[Excerpts from a dataset]
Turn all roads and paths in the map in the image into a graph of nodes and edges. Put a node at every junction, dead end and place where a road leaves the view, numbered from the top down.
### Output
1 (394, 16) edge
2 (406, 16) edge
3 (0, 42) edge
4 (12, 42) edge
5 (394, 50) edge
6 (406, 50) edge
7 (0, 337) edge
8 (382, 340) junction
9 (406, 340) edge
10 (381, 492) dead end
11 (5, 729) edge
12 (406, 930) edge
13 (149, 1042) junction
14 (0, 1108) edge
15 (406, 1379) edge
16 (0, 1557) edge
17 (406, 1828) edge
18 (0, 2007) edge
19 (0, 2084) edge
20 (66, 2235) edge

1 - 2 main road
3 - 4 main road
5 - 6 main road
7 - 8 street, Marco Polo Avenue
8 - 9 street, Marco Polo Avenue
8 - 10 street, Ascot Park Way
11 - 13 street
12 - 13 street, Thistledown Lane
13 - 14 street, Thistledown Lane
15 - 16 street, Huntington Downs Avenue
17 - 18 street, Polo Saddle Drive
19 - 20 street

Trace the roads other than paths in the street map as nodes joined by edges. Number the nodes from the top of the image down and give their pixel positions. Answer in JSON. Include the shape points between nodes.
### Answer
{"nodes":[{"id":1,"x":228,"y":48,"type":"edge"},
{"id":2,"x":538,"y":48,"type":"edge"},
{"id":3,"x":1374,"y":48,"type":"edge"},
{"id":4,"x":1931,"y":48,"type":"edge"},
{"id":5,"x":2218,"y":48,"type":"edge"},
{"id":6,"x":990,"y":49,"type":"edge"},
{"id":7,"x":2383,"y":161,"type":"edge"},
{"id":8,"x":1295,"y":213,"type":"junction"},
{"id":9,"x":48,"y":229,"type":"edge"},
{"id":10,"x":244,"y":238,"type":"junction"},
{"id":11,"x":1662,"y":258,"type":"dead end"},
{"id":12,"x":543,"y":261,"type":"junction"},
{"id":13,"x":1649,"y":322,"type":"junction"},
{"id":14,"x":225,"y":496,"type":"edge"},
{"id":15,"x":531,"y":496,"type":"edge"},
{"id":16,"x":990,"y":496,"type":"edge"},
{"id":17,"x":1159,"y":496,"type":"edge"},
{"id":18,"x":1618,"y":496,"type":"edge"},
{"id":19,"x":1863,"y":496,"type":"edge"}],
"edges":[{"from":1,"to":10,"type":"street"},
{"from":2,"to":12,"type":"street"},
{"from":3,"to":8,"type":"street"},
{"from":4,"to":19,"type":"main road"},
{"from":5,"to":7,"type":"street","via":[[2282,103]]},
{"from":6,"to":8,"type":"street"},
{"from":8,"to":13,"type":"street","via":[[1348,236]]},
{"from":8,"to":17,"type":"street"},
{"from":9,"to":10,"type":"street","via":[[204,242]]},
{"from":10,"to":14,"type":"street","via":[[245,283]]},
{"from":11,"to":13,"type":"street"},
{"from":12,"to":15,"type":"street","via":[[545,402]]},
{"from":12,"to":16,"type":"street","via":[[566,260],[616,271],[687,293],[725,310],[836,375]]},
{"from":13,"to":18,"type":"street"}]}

# TASK DETAILS
Could you copy every line in the records that holds "Marco"?

# ANSWER
7 - 8 street, Marco Polo Avenue
8 - 9 street, Marco Polo Avenue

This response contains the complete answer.